Abstract: Machine learning libraries for Automatic Differentiation (AD), such as TensorFlow and PyTorch, have had a transformative effect on applied machine learning and optimization. Their effectiveness is based on the "cheap gradient principle" (Griewank, 2008) --- the computational cost of computing a d-dimensional vector of partial derivatives of a scalar function is nearly the same as that of simply computing the scalar function itself; it is what allows us to quickly obtain (high dimensional) gradients of scalar loss functions which are subsequently used in black box gradient-based optimization procedures. The striking Baur-Strassen Theorem (1983) formalizes this, showing that this constant is a (dimension free) factor of 5 (in the algebraic circuit complexity model).

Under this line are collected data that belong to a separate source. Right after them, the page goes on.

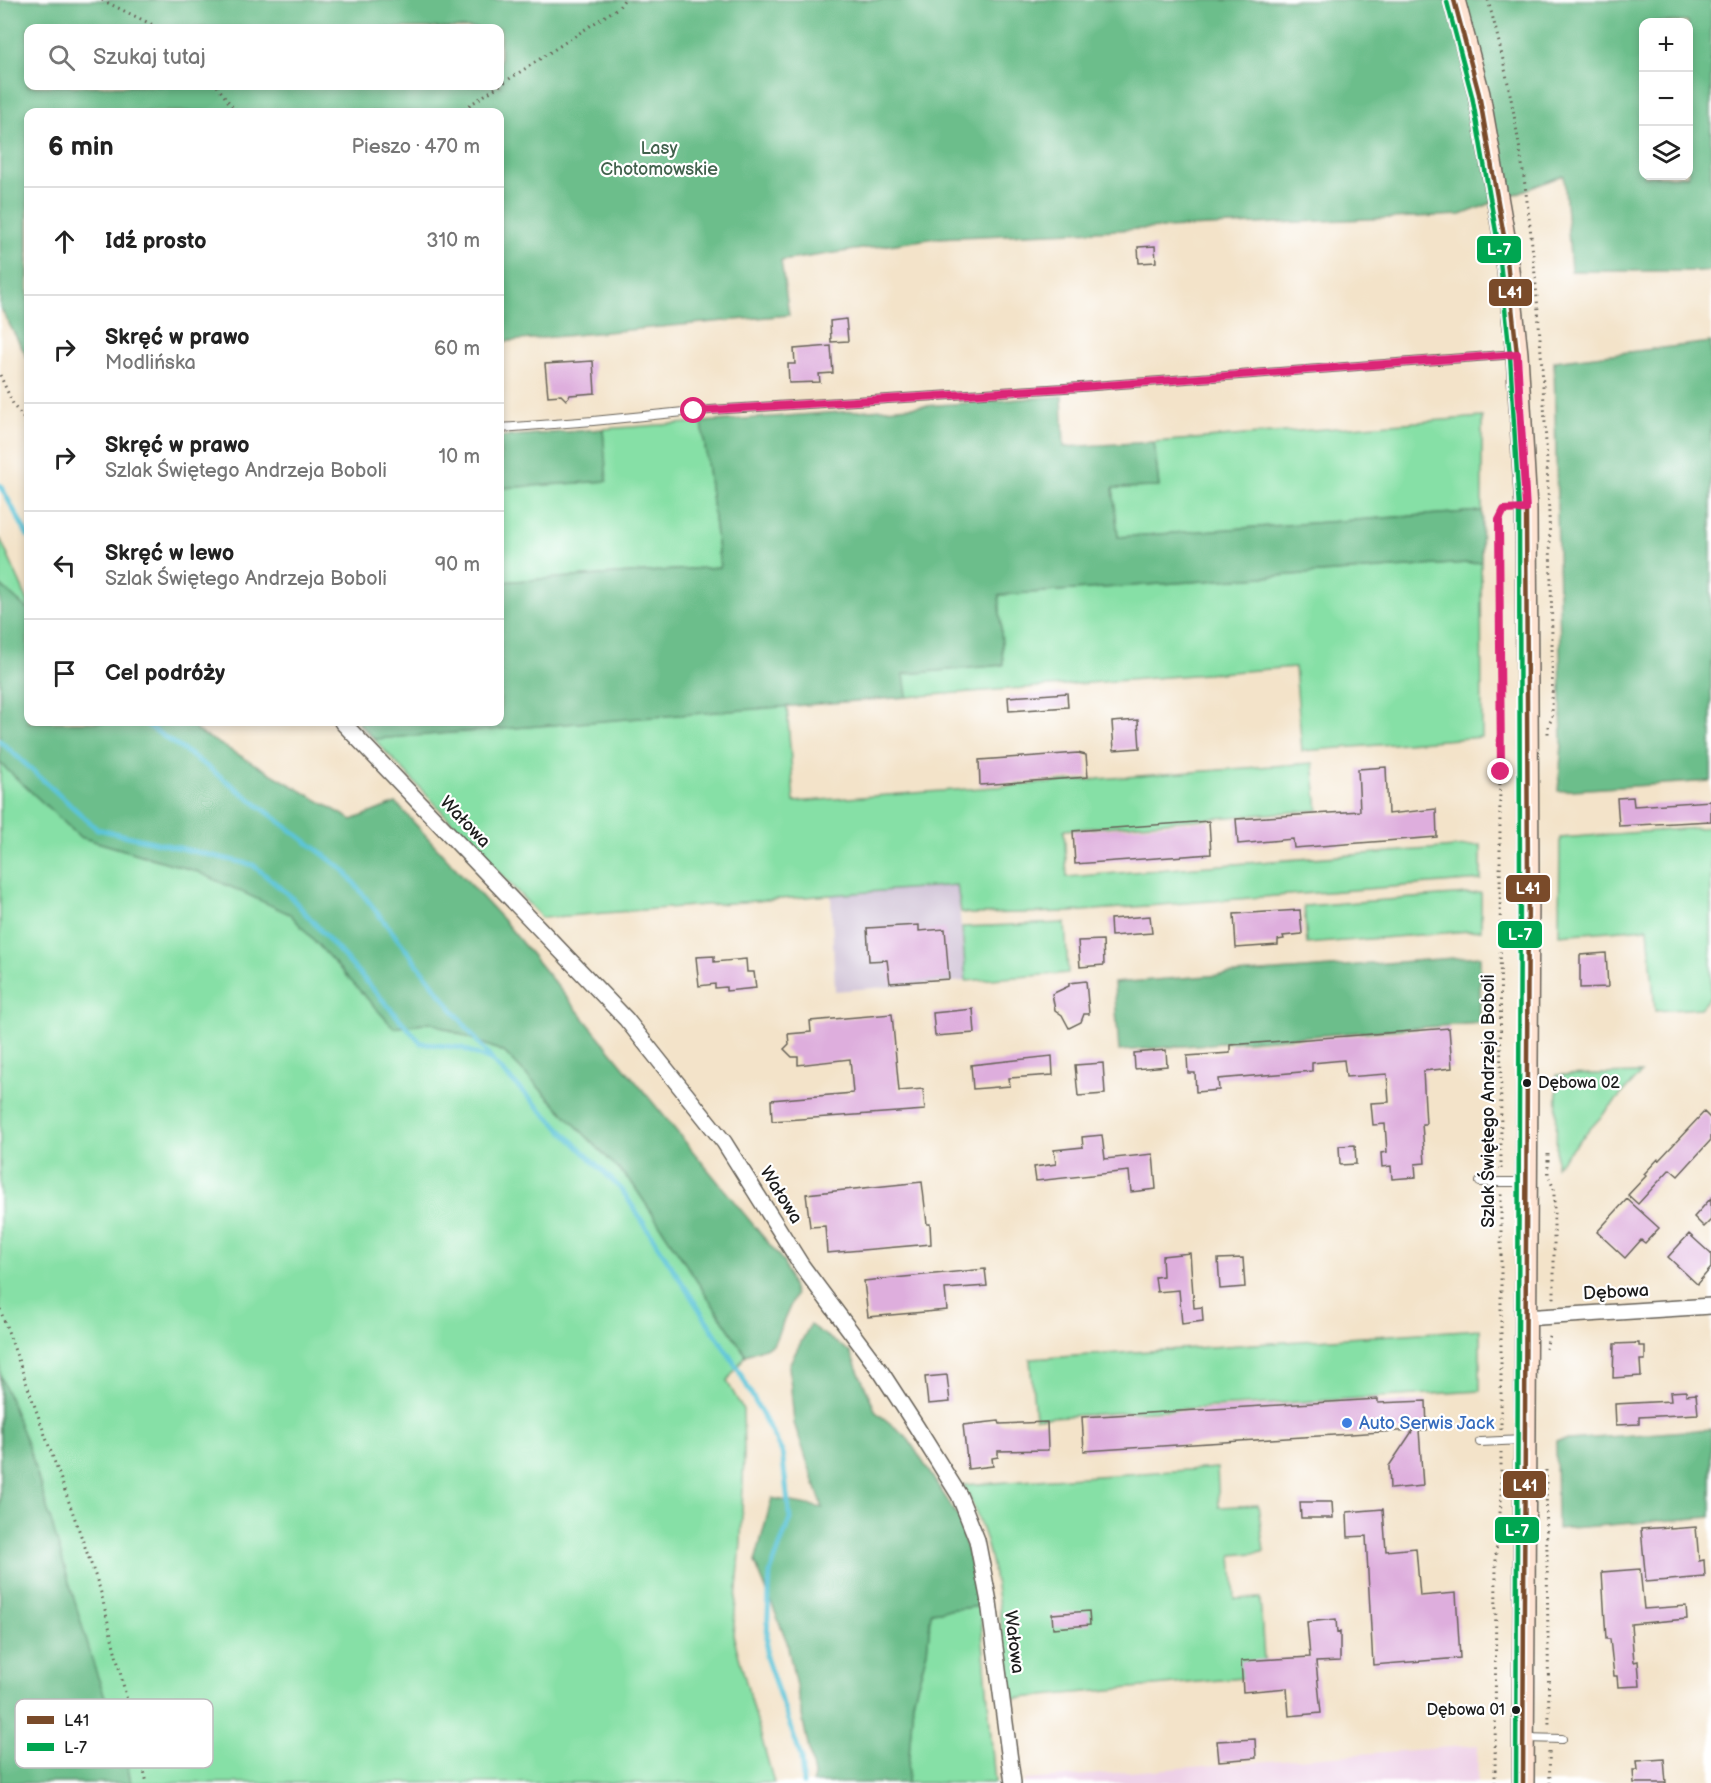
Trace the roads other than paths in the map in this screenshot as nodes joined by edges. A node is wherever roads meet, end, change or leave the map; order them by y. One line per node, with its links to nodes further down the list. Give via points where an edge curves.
1 (1454, 0): 2 (main road, via 1479,94 1505,242)
2 (1517, 354): 3 (lane); 6 (main road, via 1526,509)
3 (504, 428)
4 (346, 726): 13 (street, Wałowa, via 626,1019 724,1142 802,1266 916,1426 959,1496 977,1540)
5 (1480, 1182): 6 (lane)
6 (1526, 1182): 8 (main road)
7 (1711, 1306): 8 (street, Dębowa)
8 (1524, 1318): 9 (main road)
9 (1524, 1440): 10 (lane); 11 (main road)
10 (1480, 1442)
11 (1523, 1738): 12 (lane); 14 (main road)
12 (1562, 1739)
13 (1013, 1783)
14 (1523, 1783)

The current state of affairs is markedly different with regards to automatically computing subgradients due to the chain rule for differentiation no longer being valid when composing non-smooth functions (such as the ReLu). More troubling is that all widely used ML libraries --- TensorFlow, PyTorch, AutoGrad, MxNet, etc. --- do not correctly compute subgradients, which can be observed even on simple examples. This work considers the question: is there a "cheap subgradient principle"? Our main result shows that, under certain restrictions on our library of nonsmooth functions (standard in nonlinear programming), provably correct subgradients can be computed at a computational cost that is within a (dimension-free) factor of 6 of the cost of computing the scalar function itself.

This is joint work with: Dmitriy Drusvyatskiy and Jason D. Lee.

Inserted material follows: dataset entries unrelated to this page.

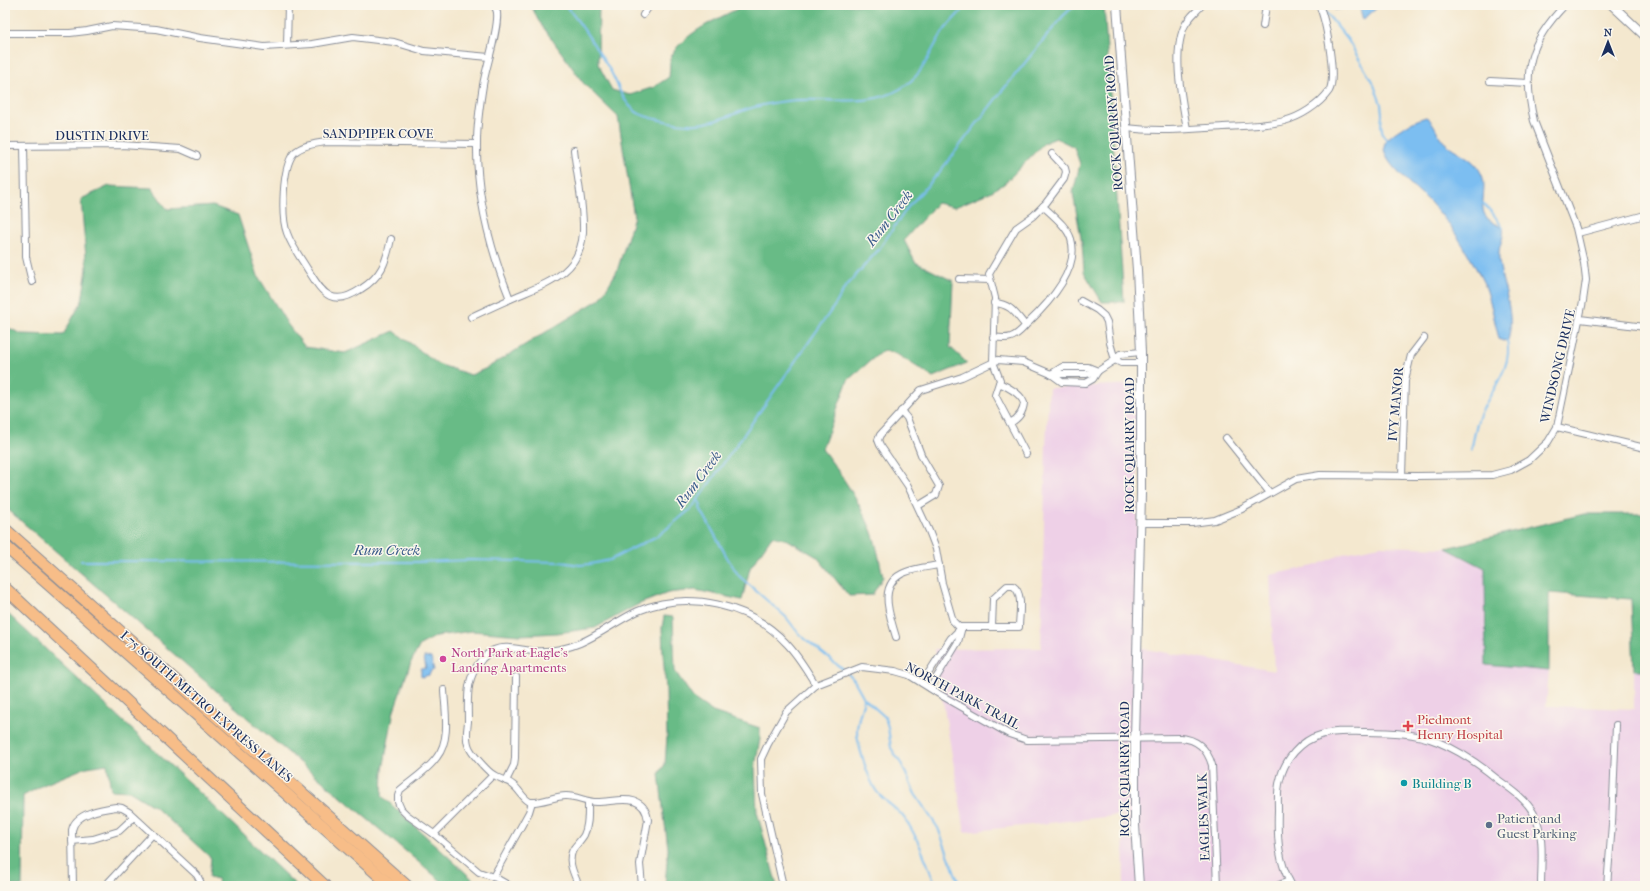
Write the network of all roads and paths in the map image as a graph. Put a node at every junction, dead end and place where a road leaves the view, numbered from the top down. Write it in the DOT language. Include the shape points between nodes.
graph roads {
  1 [pos="288,5"];
  2 [pos="494,5"];
  3 [pos="650,5"];
  4 [pos="1117,5"];
  5 [pos="1202,5"];
  6 [pos="1266,5"];
  7 [pos="1319,5"];
  8 [pos="1565,5"];
  9 [pos="1612,5"];
  10 [pos="643,15"];
  11 [pos="1264,26"];
  12 [pos="5,33"];
  13 [pos="1645,36"];
  14 [pos="287,46"];
  15 [pos="489,57"];
  16 [pos="1490,81"];
  17 [pos="1528,83"];
  18 [pos="1126,128"];
  19 [pos="1187,129"];
  20 [pos="477,144"];
  21 [pos="5,146"];
  22 [pos="24,146"];
  23 [pos="574,150"];
  24 [pos="1052,154"];
  25 [pos="197,156"];
  26 [pos="1043,206"];
  27 [pos="1645,215"];
  28 [pos="1578,233"];
  29 [pos="391,239"];
  30 [pos="959,279"];
  31 [pos="990,280"];
  32 [pos="32,282"];
  33 [pos="510,299"];
  34 [pos="1082,302"];
  35 [pos="994,303"];
  36 [pos="471,317"];
  37 [pos="1580,319"];
  38 [pos="1025,326"];
  39 [pos="1645,327"];
  40 [pos="993,337"];
  41 [pos="1424,338"];
  42 [pos="1141,352"];
  43 [pos="1115,360"];
  44 [pos="994,362"];
  45 [pos="1141,363"];
  46 [pos="1098,371"];
  47 [pos="1051,374"];
  48 [pos="999,383"];
  49 [pos="901,411"];
  50 [pos="1010,423"];
  51 [pos="1557,426"];
  52 [pos="1226,438"];
  53 [pos="1645,448"];
  54 [pos="1026,454"];
  55 [pos="1402,476"];
  56 [pos="1270,493"];
  57 [pos="918,506"];
  58 [pos="1140,523"];
  59 [pos="5,528"];
  60 [pos="5,546"];
  61 [pos="939,565"];
  62 [pos="5,588"];
  63 [pos="962,627"];
  64 [pos="992,627"];
  65 [pos="896,637"];
  66 [pos="516,677"];
  67 [pos="922,683"];
  68 [pos="816,685"];
  69 [pos="930,688"];
  70 [pos="444,690"];
  71 [pos="1616,724"];
  72 [pos="1135,739"];
  73 [pos="493,775"];
  74 [pos="506,781"];
  75 [pos="532,802"];
  76 [pos="588,802"];
  77 [pos="134,816"];
  78 [pos="153,834"];
  79 [pos="434,834"];
  80 [pos="72,841"];
  81 [pos="493,877"];
  82 [pos="1291,883"];
  83 [pos="73,886"];
  84 [pos="105,886"];
  85 [pos="201,886"];
  86 [pos="325,886"];
  87 [pos="391,886"];
  88 [pos="407,886"];
  89 [pos="510,886"];
  90 [pos="579,886"];
  91 [pos="642,886"];
  92 [pos="783,886"];
  93 [pos="1139,886"];
  94 [pos="1217,886"];
  95 [pos="1277,886"];
  96 [pos="1541,886"];
  97 [pos="1607,886"];
  1 -- 14 [label="street"];
  2 -- 15 [label="street" via="497,13 496,28"];
  3 -- 10 [label="street"];
  4 -- 18 [label="street, ROCK QUARRY ROAD"];
  5 -- 19 [label="street" via="1188,19 1180,39 1180,74"];
  6 -- 11 [label="street"];
  7 -- 19 [label="street" via="1332,63 1330,90 1319,103 1284,121"];
  8 -- 17 [label="street, WINDSONG DRIVE" via="1545,27 1534,48"];
  9 -- 13 [label="street"];
  12 -- 14 [label="street" via="70,33 112,26 156,29 264,47"];
  14 -- 15 [label="street" via="353,37 394,42 424,51"];
  15 -- 20 [label="street" via="480,105"];
  16 -- 17 [label="street"];
  17 -- 28 [label="street, WINDSONG DRIVE" via="1534,121"];
  18 -- 19 [label="street"];
  18 -- 42 [label="street, ROCK QUARRY ROAD"];
  20 -- 29 [label="street, SANDPIPER COVE" via="326,142 304,147 293,154 285,183 285,227 292,244 326,294 343,297 358,292 373,280 386,261"];
  20 -- 33 [label="street" via="486,224 494,256"];
  21 -- 22 [label="street, DUSTIN DRIVE"];
  22 -- 25 [label="street, DUSTIN DRIVE" via="160,147 181,149"];
  22 -- 32 [label="street" via="26,256"];
  23 -- 33 [label="street" via="583,222 581,245 576,258 570,267 552,281"];
  24 -- 26 [label="street" via="1064,166 1066,172 1059,187"];
  26 -- 31 [label="street" via="1016,228 990,272"];
  26 -- 38 [label="street" via="1069,234 1072,258 1052,298"];
  27 -- 28 [label="street"];
  28 -- 37 [label="street, WINDSONG DRIVE" via="1586,280"];
  30 -- 31 [label="street"];
  31 -- 35 [label="street"];
  33 -- 36 [label="street"];
  34 -- 43 [label="street" via="1104,316"];
  35 -- 38 [label="street" via="1010,307"];
  35 -- 40 [label="street"];
  37 -- 39 [label="street"];
  37 -- 51 [label="street, WINDSONG DRIVE"];
  38 -- 40 [label="street" via="1011,337"];
  40 -- 44 [label="street"];
  41 -- 55 [label="street, IVY MANOR" via="1411,355 1405,380"];
  42 -- 43 [label="street" via="1120,354"];
  42 -- 45 [label="street, ROCK QUARRY ROAD"];
  43 -- 45 [label="street" via="1121,363"];
  43 -- 46 [label="street"];
  44 -- 47 [label="street" via="1023,362"];
  44 -- 48 [label="street"];
  44 -- 49 [label="street" via="962,377 921,390"];
  45 -- 58 [label="street, ROCK QUARRY ROAD"];
  46 -- 47 [label="street" via="1088,367 1062,367"];
  46 -- 47 [label="street" via="1094,379 1086,383 1062,382"];
  48 -- 50 [label="street" via="995,395"];
  48 -- 50 [label="street" via="1014,391 1024,403 1021,414"];
  49 -- 57 [label="street" via="881,432 878,440"];
  49 -- 57 [label="street" via="907,418 920,454 939,486 936,496"];
  50 -- 54 [label="street"];
  51 -- 53 [label="street"];
  51 -- 55 [label="street, WINDSONG DRIVE" via="1548,442 1529,460 1511,470 1492,475"];
  52 -- 56 [label="street"];
  55 -- 56 [label="street, WINDSONG DRIVE" via="1320,475 1296,479"];
  56 -- 58 [label="street, WINDSONG DRIVE" via="1242,509 1215,520 1192,523"];
  57 -- 61 [label="street" via="934,543"];
  58 -- 72 [label="street, ROCK QUARRY ROAD"];
  59 -- 88 [label="highway"];
  60 -- 87 [label="highway, I-75 SOUTH METRO EXPRESS LANES"];
  61 -- 63 [label="street" via="953,621"];
  61 -- 65 [label="street" via="905,572 891,585 887,603"];
  62 -- 86 [label="highway"];
  63 -- 64 [label="street"];
  63 -- 67 [label="street" via="951,638"];
  63 -- 69 [label="street" via="958,642"];
  64 -- 64 [label="street" via="993,599 1007,586 1013,586 1019,594 1019,627"];
  66 -- 74 [label="street" via="515,758 513,769"];
  67 -- 68 [label="street, NORTH PARK TRAIL" via="909,675 895,671 862,666"];
  67 -- 69 [label="street, NORTH PARK TRAIL"];
  68 -- 73 [label="street" via="787,643 772,630 740,612 700,602 675,602 639,611 580,643 564,648 535,651 506,648 494,650 487,654 476,668 469,685 468,744 472,753"];
  68 -- 92 [label="street, NORTH PARK TRAIL" via="786,712 761,759 762,794"];
  69 -- 72 [label="street, NORTH PARK TRAIL" via="1010,734 1027,740"];
  70 -- 79 [label="street" via="446,729 442,748 433,762 400,790 398,796 404,812"];
  71 -- 97 [label="street"];
  72 -- 93 [label="street, ROCK QUARRY ROAD" via="1135,825"];
  72 -- 94 [label="street, EAGLES WALK" via="1184,738 1197,742 1207,753 1213,774"];
  73 -- 74 [label="street"];
  73 -- 79 [label="street"];
  74 -- 75 [label="street" via="514,785 524,799"];
  75 -- 76 [label="street" via="568,796"];
  75 -- 81 [label="street"];
  76 -- 90 [label="street" via="586,830 571,857 571,867"];
  76 -- 91 [label="street" via="627,799 638,803 644,809 648,825 640,864"];
  77 -- 78 [label="street"];
  77 -- 80 [label="street" via="119,831 87,840"];
  77 -- 80 [label="street" via="116,807 81,816 73,824"];
  78 -- 84 [label="street"];
  78 -- 85 [label="street" via="198,876"];
  79 -- 81 [label="street" via="479,872"];
  80 -- 83 [label="street"];
  81 -- 89 [label="street"];
  82 -- 95 [label="street"];
  82 -- 96 [label="street" via="1279,851 1277,822 1280,780 1290,758 1304,744 1321,735 1333,732 1394,732 1429,739 1452,748 1476,762 1523,800 1538,824"];
}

Bio: Sham Kakade is a Washington Research Foundation Data Science Chair, with a joint appointment in both the Computer Science and Engineering and Statistics departments at the University of Washington. He works on both theoretical and applied questions in machine learning and artificial intelligence, focusing on designing (and implementing) both statistically and computationally efficient algorithms. Amongst his contributions are establishing a number principled approaches and frameworks in reinforcement (including the natural policy gradient and conservative policy iteration) and in the co-development of spectral algorithms for statistical estimation (including provably efficient statistical estimation for mixture models, topic models, hidden markov models, and overlapping communities in social networks). His more recent contributions are on faster algorithms for nonconvex optimization as well as stochastic optimization (and stochastic approximation). He is the recipient of the IBM Goldberg best paper award (in 2007) for contributions to fast nearest neighbor search and the best paper, INFORMS Revenue Management and Pricing Section Prize (2014). He has been program chair for COLT 2011.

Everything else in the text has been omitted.